Can’t trust myself for shit with her, not on the best of days and certainly not after the day I’ve had. Not when she’s standing there, all pretty and damn hot in her soft blouse and jeans, a hint of cleavage torturing me, the dip of her waist turning my breathing shallow and my balls heavy.

“Matt?” She’s giving me a quizzical look, and I curse inside.

Brushing past her, I step inside. “We need to talk.”

“Who are you,” she says, closing the door, “and what have you done with Matt Hansen?”

I blink stupidly at her, standing in the middle of the living room. The sun casts golden squares on the dark carpet.

“I mean, you never want to talk, so…” She shakes her head, and looks away, giving me a faint smile. “Never mind. I figured something happened when you said to lock the doors.”

Jesus, she’s so fucking pretty. It’s a subtle beauty, though it hit me from the first moment I saw her—the way her lashes curve, the clear blue of her eyes, the plump upper lip and the softness of her cheeks. The line of her neck, the roundness of her tits, the delicate shoulders, fuck…

Swallowing a groan, I sink down on the sofa and run my hands over my face. “The police think it’s probably a prank, but yeah. There was a message stuck to the front door today, and it wasn’t the first time.”

“A threatening message?”

“Not exactly.” I glance at her as she wanders closer. “But it was stuck to the door with a goddamn kitchen knife.”

“Oh.” She sits across from me, and I need her closer with a sudden visceral urge I do my best to battle. “Wow. Any idea who it might be?”

“About that…” I glance up at a noise from the stairs and find Mary and Cole at the top, staring down at us. They stay a moment longer, then they disappear again. “Have you seen Ross around?”

“Ross?” Her mouth falls open. “You think he’d come here and put a knife into your door?”

“You tell me. I got the impression you’ve known each other for a while.”

She nods. “You could say that. We went to school together, like everyone in this town. He’s a bully.”

“He bullied you back then, too?” Anger sweeps through me like a wildfire, setting my heart off again until it’s booming in my chest. “I’m gonna wring his fucking neck.”

Her smile catches me by surprise. She turns her face away, but not before I see the pretty flush on her cheeks. “You’re crazy.”

Yeah, that’s for damn sure. Off my rocker. So fucking hard I can’t stand it anymore.

Hard for my eighteen-year-old nanny who probably goes out for ice cream holding hands with her pimply boyfriend and wears PJs with teddy bears on them when she crawls into bed.

Dammit, I’d tear off her PJs, punch her boyfriend out of the way, and as for the things I’d do to her in her bed…

Getting to my feet, I start toward the stairs, hoping she hasn’t noticed the fucking tent I’m pitching in my pants. “Gonna check up on the kids.”

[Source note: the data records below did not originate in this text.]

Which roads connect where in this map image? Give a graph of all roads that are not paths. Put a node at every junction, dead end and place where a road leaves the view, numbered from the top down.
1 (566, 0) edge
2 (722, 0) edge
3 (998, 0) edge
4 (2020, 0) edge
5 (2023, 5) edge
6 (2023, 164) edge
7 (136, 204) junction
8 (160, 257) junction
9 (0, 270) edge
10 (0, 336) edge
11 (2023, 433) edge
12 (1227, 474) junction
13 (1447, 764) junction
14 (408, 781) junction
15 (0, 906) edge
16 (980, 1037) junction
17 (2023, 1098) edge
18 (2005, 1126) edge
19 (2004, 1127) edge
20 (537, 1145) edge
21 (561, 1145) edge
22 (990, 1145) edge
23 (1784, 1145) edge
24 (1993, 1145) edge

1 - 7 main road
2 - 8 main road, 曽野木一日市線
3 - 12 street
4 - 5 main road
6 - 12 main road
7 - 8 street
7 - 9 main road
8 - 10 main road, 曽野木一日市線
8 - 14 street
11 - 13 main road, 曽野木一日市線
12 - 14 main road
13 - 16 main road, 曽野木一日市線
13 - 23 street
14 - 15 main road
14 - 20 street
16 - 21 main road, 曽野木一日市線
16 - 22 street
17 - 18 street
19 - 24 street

I don’t wait for her to join me.



“Be good, okay?” Octavia kisses Mary on the cheek, Cole on the forehead, and he throws his arms around her neck. “Aww, sweetie. I’ll be back tomorrow.”

I’m watching them from the bedroom door, rubbing a hand over my chest. The kids really like her.

But they can’t love her. Right? They barely know her. She’s not their mom.

She can’t replace her. Nobody can. My kids can’t love her like they did their mom.

And why am I thinking of this now? Nobody said anything about replacing anyone. She just works for me. It’s good the kids like her, that they feel comfortable. That they have no problem with her.